J Pharm Pharmacol. 2007 Oct;59(10):1389-95.
PMID: 17910814 [PubMed - indexed for MEDLINE]
And here is the text from the abstract:
"The aim of this study was to examine the effect of fexofenadine hydrochloride (FEX), a histamine H1-receptor antagonist, on nitric oxide (NO) production in-vitro and in-vivo. Nasal fibroblasts (5 x 10(5) cells per mL) were stimulated with 25 ng mL(-1) tumour necrosis factor-alpha in the presence of various concentrations of FEX.
NO levels in 24-h-culture supernatants were measured by the Griess method and levels of inducible nitric oxide synthase (iNOS) mRNA levels in 12-h-cultured cells were measured by ELISA. FEX at more than 0.5 microg mL(-1) suppressed NO production from fibroblasts by inhibiting expression of iNOS mRNA.
We also examined whether FEX could suppress NO production induced by lipopolysaccharide (LPS) stimulation in-vivo. BALB/c mice were treated with 5.0 mg kg(-1) LPS i.p. after daily oral doses of FEX, 1.0 mg kg(-1), for 1-3 weeks. Plasma was obtained 6 h later and NO levels measured by the Griess method. Expression of iNOS mRNA in lung tissues was measured by ELISA 6 h after LPS injection.
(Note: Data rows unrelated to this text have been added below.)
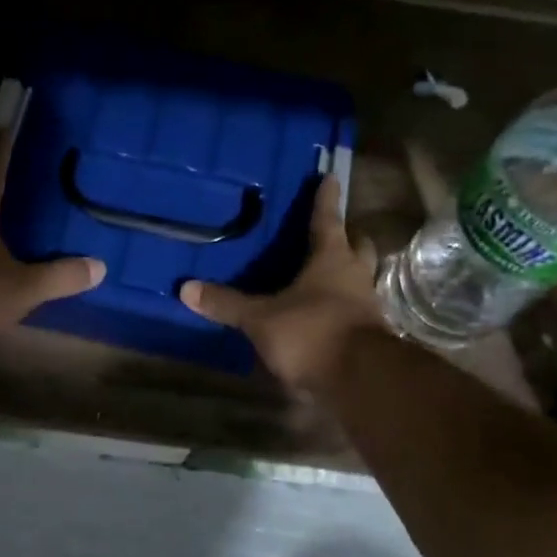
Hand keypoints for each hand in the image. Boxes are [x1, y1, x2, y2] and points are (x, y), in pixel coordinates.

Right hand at [181, 175, 383, 389]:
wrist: (360, 379)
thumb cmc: (311, 333)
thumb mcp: (261, 319)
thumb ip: (227, 304)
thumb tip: (186, 288)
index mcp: (332, 259)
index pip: (328, 219)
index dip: (326, 199)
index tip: (330, 177)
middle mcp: (355, 275)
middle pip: (357, 246)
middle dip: (347, 237)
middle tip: (332, 233)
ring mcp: (367, 305)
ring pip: (360, 278)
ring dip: (348, 273)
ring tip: (326, 275)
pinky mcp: (370, 334)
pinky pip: (356, 309)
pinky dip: (343, 306)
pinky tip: (325, 315)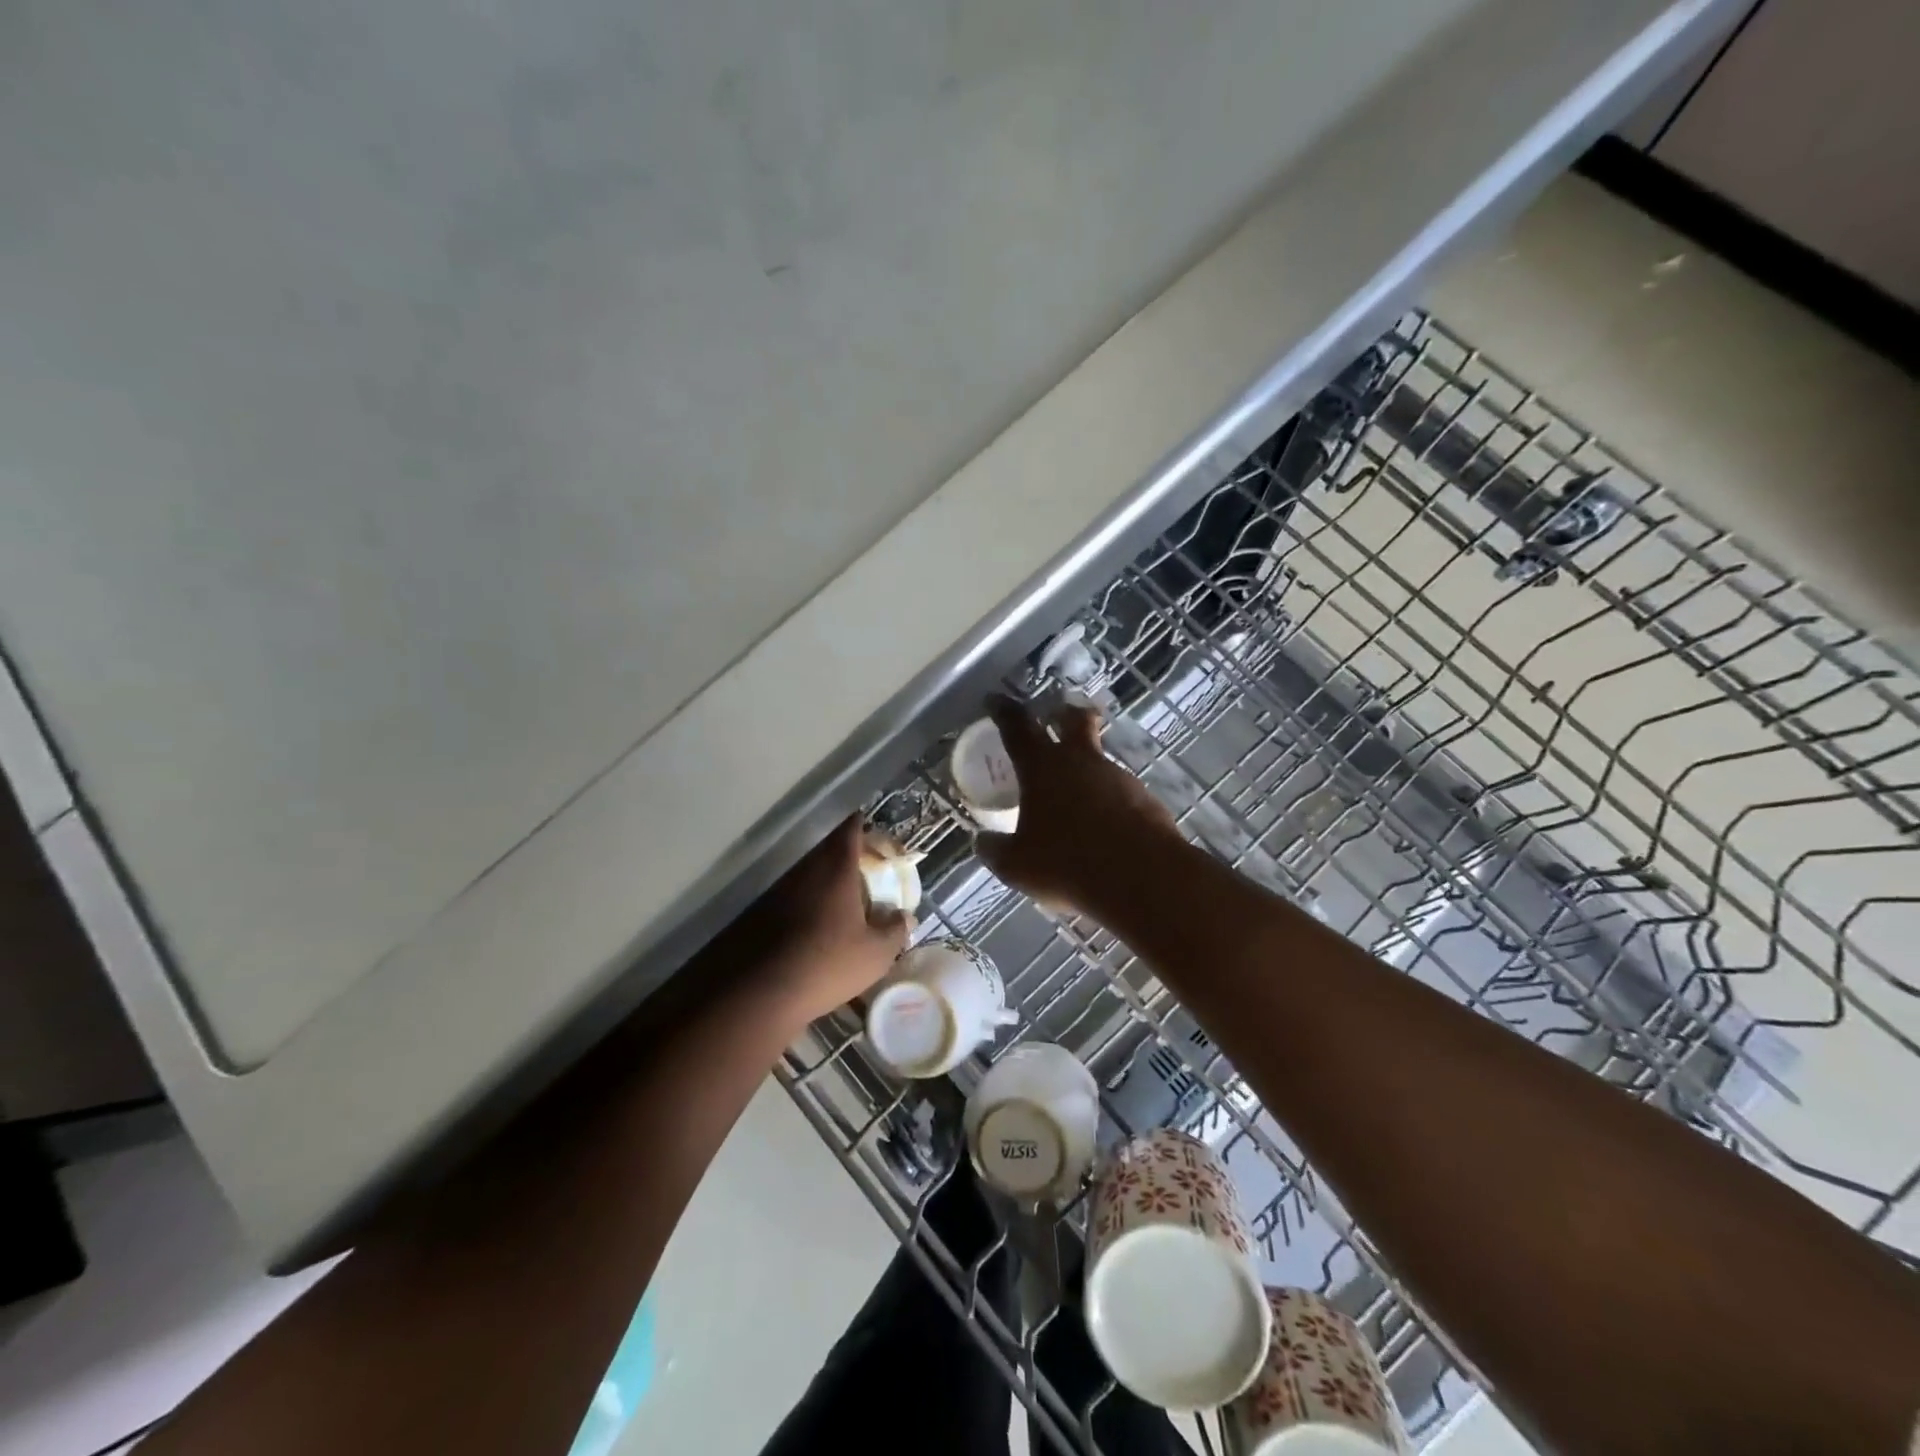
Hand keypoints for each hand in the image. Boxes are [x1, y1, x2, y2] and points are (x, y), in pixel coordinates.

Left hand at [725, 815, 908, 1027]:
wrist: (763, 992)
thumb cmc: (828, 963)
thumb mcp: (876, 953)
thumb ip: (895, 930)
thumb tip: (906, 917)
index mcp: (836, 868)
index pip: (850, 829)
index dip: (863, 826)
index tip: (875, 833)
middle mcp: (807, 870)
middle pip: (828, 849)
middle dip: (848, 855)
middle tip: (867, 870)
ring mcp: (780, 890)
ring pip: (810, 872)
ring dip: (828, 880)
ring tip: (846, 901)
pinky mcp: (763, 912)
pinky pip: (794, 895)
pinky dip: (810, 901)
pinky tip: (818, 924)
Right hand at [974, 694, 1180, 913]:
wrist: (1142, 877)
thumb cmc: (1068, 863)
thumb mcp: (1017, 864)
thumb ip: (996, 850)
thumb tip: (984, 842)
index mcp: (1043, 767)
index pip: (1018, 727)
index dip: (1004, 711)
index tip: (996, 701)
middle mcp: (1081, 761)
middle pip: (1074, 721)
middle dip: (1064, 714)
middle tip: (1057, 716)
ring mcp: (1118, 777)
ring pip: (1098, 760)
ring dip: (1086, 768)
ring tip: (1076, 797)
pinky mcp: (1145, 799)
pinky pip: (1120, 792)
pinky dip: (1107, 801)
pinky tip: (1103, 827)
Oral administration of FEX for 2 and 3 weeks, but not 1 week, significantly suppressed NO levels in plasma through the inhibition of iNOS mRNA expression, which were enhanced by LPS stimulation. These results suggest that the attenuating effect of FEX on NO production may be of therapeutic benefit in allergic diseases."
I suspect that many of you take fex as well and that this could possibly affect a large number of us. From what I understand, Significantly suppressed plasma NO levels would hurt vasodilation and nutrient transport, and possibly increase instances of ED. Can anyone with some more knowledge of the mechanisms at work here provide some more insight?